**ACTIVITY:**
Working through the lines below, return each one that holds "their".

**SOURCE MATERIAL:**

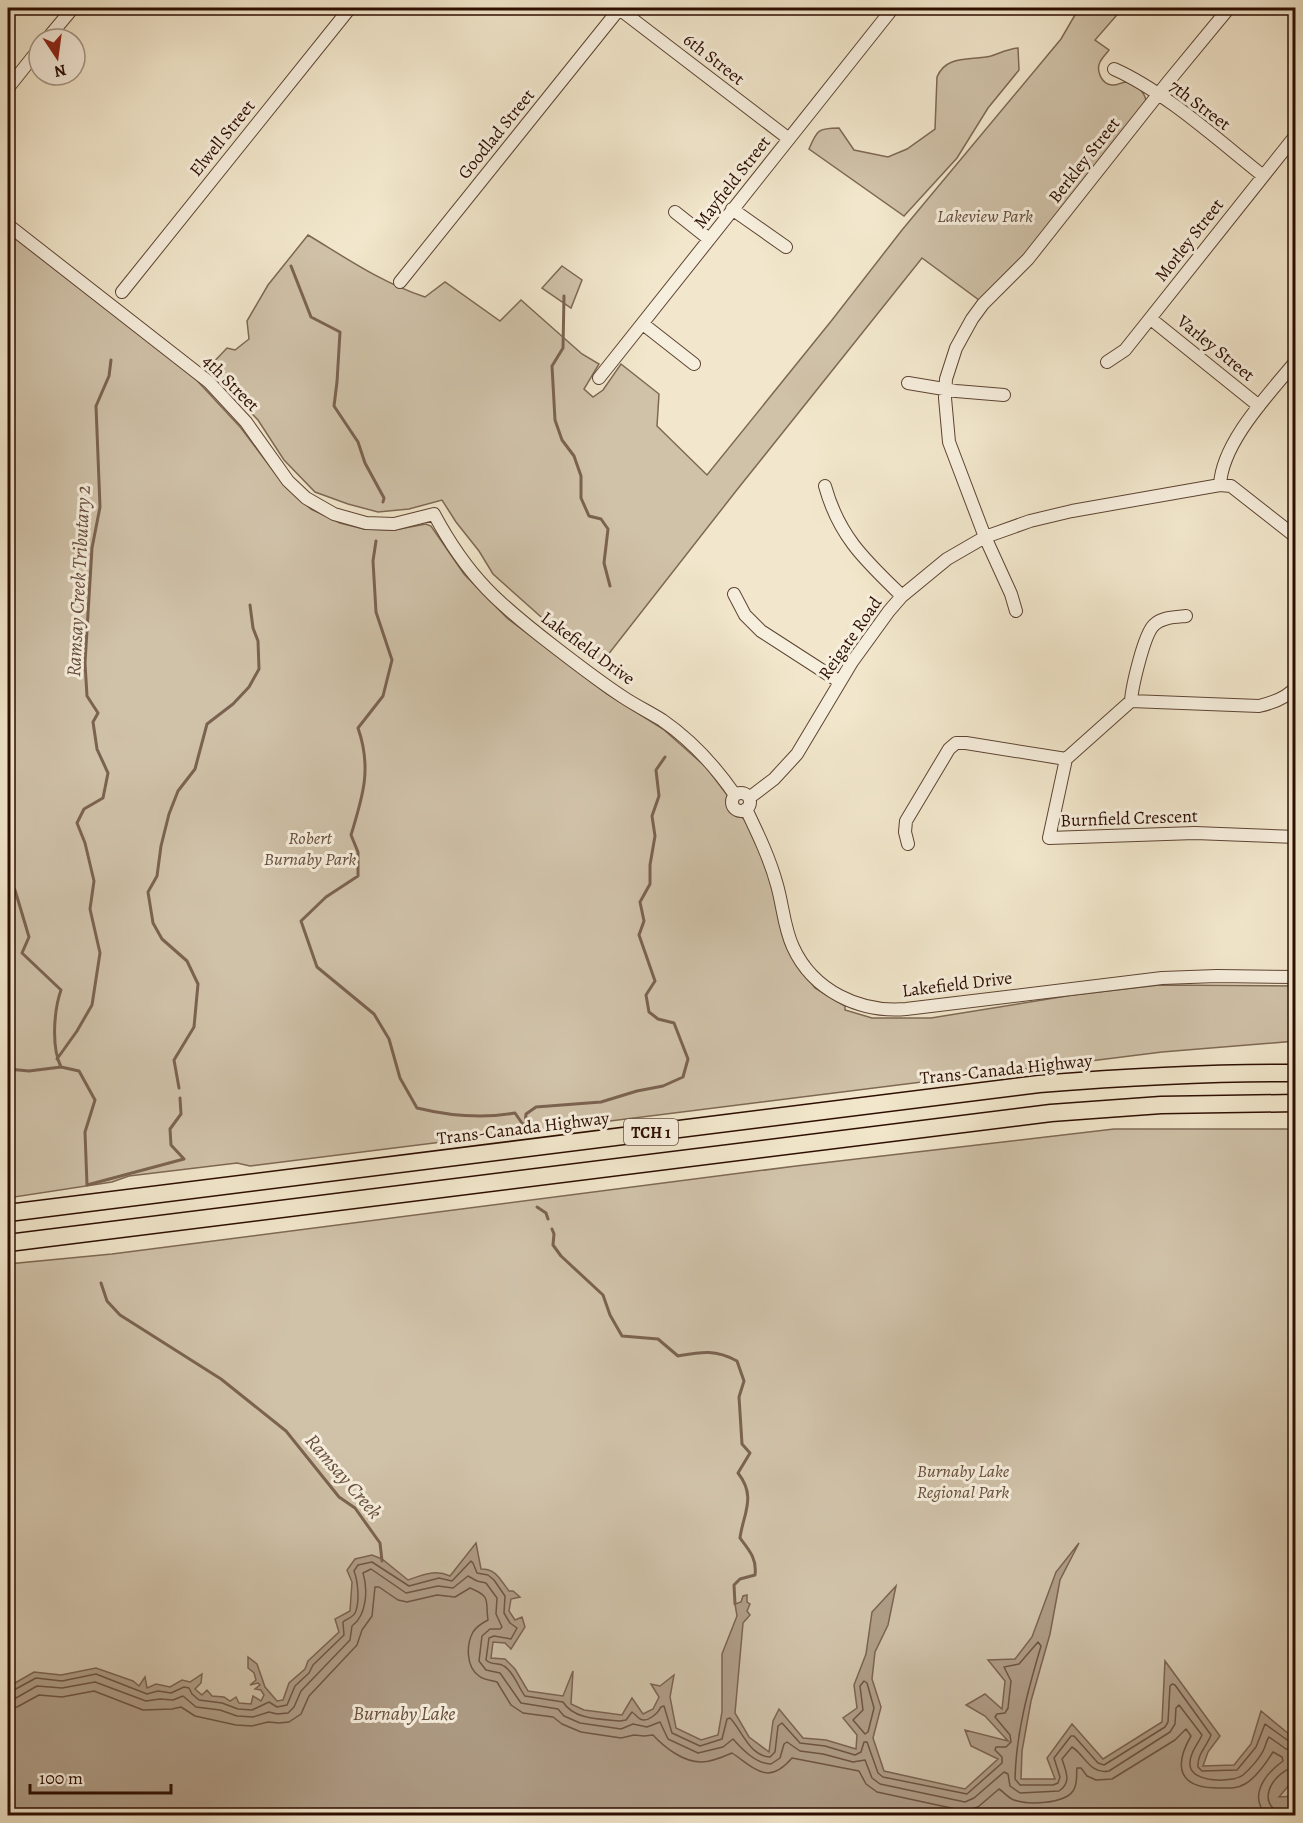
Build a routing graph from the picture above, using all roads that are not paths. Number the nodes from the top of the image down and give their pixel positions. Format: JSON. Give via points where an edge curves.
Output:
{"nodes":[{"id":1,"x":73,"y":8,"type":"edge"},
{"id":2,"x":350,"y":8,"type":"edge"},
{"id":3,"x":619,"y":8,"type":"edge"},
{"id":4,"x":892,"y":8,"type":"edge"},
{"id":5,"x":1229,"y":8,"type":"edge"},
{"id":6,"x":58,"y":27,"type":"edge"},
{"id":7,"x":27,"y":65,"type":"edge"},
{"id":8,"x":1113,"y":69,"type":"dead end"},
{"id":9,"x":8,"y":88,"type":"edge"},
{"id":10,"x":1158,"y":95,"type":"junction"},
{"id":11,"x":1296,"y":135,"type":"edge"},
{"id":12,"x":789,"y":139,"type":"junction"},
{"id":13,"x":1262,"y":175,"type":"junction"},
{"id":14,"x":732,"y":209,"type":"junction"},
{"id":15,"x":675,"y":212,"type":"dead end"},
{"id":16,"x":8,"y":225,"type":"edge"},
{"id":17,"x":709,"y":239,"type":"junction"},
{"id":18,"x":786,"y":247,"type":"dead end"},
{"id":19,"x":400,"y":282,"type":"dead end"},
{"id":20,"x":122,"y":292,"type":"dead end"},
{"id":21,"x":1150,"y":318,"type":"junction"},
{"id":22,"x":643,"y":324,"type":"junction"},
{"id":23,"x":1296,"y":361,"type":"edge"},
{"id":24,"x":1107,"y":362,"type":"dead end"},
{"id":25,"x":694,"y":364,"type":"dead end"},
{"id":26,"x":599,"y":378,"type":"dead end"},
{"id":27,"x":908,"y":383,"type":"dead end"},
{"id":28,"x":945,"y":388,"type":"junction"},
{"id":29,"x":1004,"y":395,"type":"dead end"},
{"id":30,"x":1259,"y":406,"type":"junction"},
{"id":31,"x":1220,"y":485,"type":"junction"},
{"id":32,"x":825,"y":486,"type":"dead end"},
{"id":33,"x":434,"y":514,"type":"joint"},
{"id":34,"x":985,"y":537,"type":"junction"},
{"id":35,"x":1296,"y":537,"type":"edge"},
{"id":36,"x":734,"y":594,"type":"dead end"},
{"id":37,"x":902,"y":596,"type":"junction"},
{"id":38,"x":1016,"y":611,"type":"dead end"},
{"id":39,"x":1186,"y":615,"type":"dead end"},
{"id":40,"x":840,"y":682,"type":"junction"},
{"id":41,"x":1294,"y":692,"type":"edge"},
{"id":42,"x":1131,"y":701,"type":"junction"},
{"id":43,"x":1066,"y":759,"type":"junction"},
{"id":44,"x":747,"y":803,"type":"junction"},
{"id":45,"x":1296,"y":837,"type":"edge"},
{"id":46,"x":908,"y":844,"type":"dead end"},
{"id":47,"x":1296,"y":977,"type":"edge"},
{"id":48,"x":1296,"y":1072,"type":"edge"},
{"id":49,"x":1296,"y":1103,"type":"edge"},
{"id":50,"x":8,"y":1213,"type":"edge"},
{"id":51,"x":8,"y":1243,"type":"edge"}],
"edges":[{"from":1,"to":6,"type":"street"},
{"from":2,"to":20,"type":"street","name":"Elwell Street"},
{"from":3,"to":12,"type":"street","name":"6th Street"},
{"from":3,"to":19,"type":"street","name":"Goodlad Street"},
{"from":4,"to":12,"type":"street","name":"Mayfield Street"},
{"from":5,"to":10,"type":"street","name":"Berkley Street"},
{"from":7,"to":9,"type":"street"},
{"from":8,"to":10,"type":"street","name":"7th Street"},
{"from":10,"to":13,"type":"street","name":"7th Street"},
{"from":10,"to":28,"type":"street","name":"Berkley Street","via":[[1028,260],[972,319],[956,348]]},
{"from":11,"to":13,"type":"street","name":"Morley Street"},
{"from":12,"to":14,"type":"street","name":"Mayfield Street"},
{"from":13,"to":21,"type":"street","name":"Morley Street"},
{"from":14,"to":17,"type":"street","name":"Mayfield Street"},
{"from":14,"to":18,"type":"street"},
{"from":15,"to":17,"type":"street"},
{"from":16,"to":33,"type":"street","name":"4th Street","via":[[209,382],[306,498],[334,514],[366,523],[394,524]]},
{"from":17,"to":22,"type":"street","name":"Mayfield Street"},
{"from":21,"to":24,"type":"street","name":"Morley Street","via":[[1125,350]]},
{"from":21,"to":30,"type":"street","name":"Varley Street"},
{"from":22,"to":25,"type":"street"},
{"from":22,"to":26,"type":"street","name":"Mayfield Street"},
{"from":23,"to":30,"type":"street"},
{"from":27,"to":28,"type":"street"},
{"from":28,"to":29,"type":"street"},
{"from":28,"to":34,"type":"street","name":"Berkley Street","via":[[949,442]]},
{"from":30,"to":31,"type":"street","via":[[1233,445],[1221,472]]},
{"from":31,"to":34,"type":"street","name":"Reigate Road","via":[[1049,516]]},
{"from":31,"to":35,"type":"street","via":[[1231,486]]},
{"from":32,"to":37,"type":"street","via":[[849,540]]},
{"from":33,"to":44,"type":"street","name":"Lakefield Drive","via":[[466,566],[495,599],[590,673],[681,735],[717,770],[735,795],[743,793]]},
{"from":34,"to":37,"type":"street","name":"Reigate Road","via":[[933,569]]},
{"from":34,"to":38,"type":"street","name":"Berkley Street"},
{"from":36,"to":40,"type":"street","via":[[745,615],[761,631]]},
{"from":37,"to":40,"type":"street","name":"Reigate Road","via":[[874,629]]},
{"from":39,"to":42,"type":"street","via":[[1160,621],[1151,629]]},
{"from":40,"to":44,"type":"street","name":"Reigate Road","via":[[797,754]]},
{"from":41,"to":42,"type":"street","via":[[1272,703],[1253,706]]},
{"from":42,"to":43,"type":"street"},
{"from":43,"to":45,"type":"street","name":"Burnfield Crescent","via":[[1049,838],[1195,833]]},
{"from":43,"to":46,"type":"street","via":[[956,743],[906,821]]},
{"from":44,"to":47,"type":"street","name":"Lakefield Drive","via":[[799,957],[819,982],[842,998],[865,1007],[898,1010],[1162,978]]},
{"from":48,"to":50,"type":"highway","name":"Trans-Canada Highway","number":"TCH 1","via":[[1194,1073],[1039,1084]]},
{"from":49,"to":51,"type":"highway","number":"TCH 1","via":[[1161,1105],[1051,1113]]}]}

...

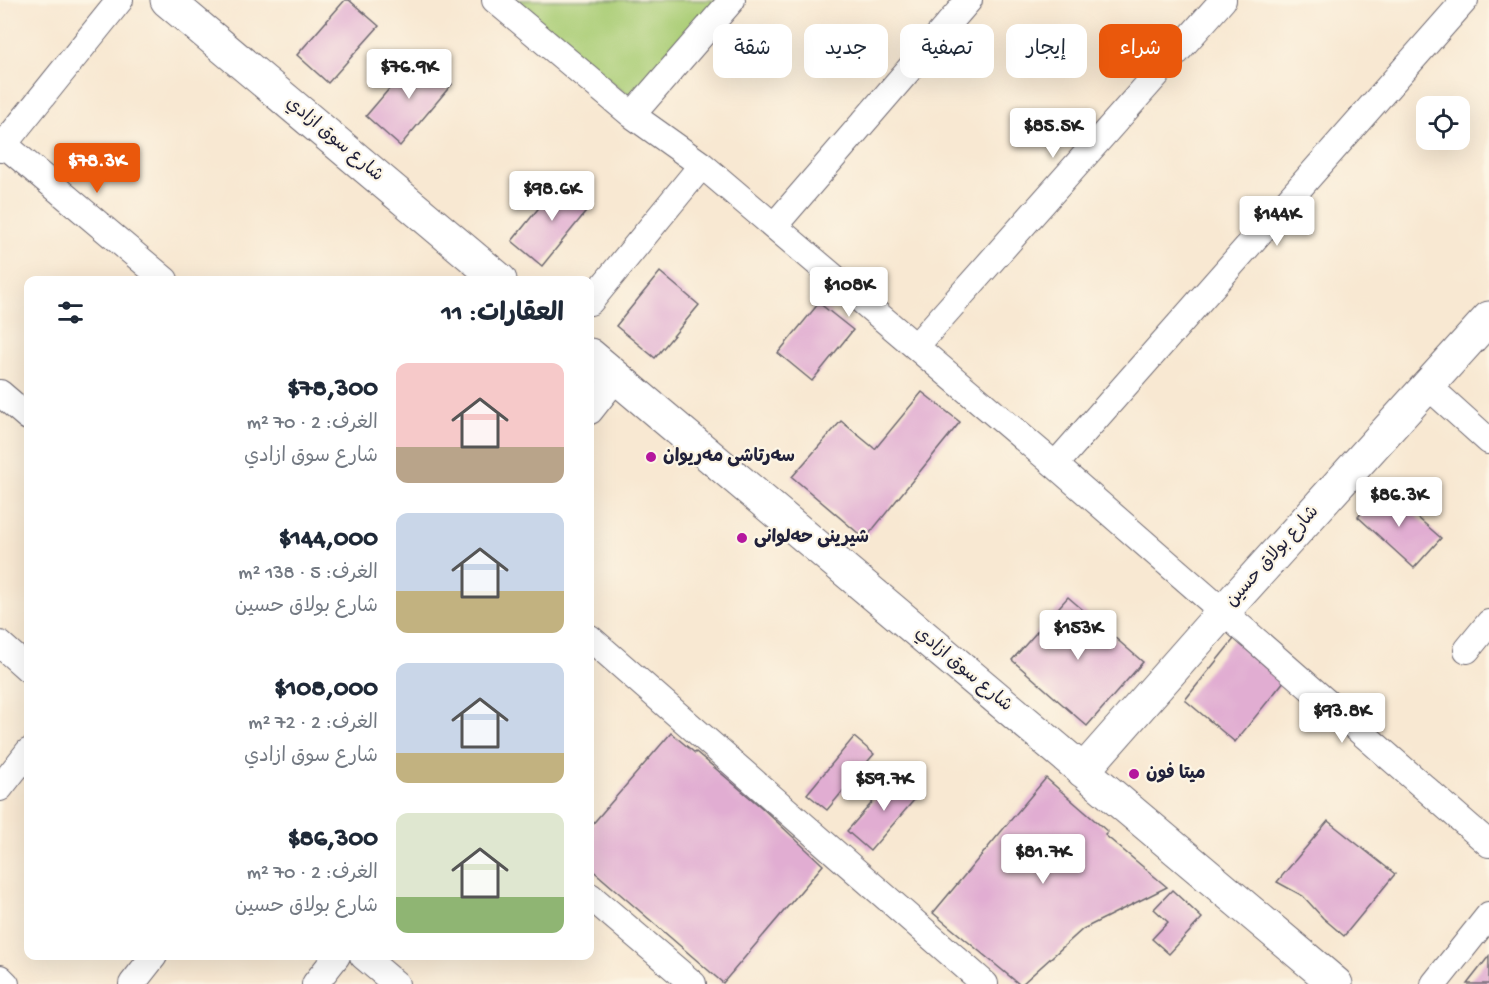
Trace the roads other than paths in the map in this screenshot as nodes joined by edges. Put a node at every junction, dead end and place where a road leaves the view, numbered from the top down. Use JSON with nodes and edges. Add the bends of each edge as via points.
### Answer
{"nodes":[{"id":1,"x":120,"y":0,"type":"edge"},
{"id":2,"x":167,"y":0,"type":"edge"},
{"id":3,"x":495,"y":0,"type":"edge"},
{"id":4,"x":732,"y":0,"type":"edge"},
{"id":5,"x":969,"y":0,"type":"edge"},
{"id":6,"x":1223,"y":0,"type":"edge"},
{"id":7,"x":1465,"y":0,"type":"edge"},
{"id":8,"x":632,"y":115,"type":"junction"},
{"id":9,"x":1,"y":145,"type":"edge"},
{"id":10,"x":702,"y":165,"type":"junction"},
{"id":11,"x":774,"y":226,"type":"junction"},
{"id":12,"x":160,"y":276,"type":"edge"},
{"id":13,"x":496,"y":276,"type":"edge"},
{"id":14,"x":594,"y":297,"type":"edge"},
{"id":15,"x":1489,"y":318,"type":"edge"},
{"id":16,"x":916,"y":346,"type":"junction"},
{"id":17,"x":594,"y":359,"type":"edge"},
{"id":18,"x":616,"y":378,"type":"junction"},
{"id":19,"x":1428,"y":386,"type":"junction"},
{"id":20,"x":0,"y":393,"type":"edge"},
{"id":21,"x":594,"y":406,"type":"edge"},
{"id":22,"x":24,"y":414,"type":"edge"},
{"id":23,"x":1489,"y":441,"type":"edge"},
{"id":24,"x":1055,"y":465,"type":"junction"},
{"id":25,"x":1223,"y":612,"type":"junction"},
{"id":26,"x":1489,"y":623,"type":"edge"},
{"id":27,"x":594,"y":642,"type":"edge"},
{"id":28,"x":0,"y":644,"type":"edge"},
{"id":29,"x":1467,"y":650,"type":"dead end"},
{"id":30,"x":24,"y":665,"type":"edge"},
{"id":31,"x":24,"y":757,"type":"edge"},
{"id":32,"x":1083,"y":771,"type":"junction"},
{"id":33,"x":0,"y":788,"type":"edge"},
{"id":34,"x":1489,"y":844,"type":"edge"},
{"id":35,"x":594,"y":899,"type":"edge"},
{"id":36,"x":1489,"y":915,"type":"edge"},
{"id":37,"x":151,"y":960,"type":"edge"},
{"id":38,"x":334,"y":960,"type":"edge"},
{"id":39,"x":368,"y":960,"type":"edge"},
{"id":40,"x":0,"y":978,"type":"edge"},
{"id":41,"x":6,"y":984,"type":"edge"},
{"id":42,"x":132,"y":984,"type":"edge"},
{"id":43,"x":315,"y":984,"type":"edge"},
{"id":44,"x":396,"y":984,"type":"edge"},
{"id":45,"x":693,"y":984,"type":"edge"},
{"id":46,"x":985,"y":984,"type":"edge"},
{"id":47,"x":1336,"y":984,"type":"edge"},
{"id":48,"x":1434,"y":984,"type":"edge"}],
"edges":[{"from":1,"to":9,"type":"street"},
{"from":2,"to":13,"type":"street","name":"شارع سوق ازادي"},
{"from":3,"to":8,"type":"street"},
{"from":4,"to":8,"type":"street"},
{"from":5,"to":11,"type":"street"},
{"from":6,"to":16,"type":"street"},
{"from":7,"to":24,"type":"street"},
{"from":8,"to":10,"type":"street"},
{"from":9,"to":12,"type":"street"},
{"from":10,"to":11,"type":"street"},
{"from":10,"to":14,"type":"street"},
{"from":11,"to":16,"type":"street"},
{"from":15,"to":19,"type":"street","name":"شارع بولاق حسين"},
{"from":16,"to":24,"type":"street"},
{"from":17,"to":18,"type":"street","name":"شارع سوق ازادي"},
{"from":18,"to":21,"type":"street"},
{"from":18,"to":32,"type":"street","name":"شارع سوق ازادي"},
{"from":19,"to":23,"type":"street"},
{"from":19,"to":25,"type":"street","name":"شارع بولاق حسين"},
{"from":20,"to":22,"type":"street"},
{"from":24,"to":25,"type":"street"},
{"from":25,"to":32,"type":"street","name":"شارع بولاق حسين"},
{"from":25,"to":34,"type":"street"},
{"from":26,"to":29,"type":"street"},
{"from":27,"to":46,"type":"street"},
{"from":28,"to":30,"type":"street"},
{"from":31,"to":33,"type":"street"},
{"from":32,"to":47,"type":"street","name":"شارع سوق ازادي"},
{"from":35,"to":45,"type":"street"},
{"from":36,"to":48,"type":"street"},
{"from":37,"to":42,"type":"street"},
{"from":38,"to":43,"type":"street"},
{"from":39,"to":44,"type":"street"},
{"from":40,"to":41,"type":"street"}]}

...

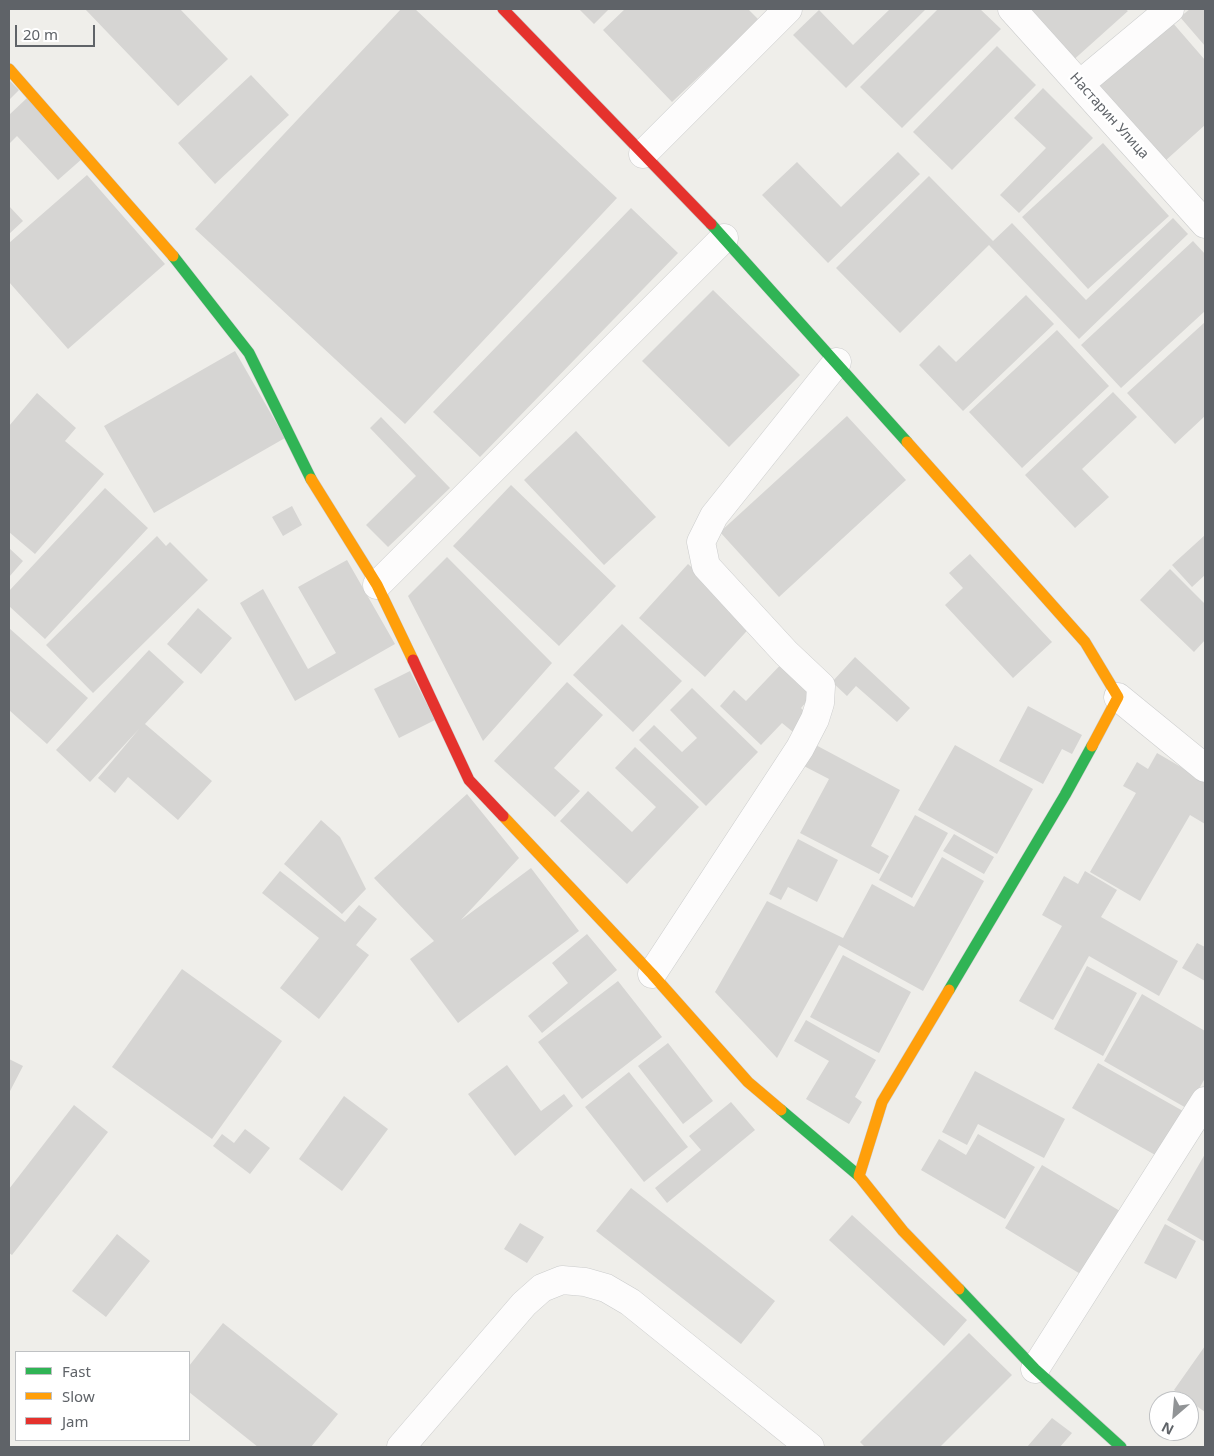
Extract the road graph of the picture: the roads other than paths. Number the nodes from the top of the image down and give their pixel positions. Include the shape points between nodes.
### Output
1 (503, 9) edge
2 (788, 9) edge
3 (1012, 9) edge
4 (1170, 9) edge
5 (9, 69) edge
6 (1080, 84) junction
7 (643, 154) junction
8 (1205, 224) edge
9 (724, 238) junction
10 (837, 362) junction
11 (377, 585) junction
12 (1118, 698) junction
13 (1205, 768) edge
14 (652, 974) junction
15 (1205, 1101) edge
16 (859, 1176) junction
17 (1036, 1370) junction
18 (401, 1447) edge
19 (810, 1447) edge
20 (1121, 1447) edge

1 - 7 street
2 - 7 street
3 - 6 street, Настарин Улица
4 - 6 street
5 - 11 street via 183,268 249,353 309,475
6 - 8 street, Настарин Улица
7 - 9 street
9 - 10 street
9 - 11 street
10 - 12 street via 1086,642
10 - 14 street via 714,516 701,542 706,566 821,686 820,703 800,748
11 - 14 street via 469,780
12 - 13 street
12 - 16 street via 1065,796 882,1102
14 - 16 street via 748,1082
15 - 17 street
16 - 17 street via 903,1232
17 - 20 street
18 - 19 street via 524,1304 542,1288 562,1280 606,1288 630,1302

**TASK OUTPUT:**
Build a routing graph from the picture above, using all roads that are not paths. Number the nodes from the top of the image down and give their pixel positions. Format: JSON. Give via points where an edge curves.
Extract the road graph of the picture: the roads other than paths. Number the nodes from the top of the image down and give their pixel positions. Include the shape points between nodes.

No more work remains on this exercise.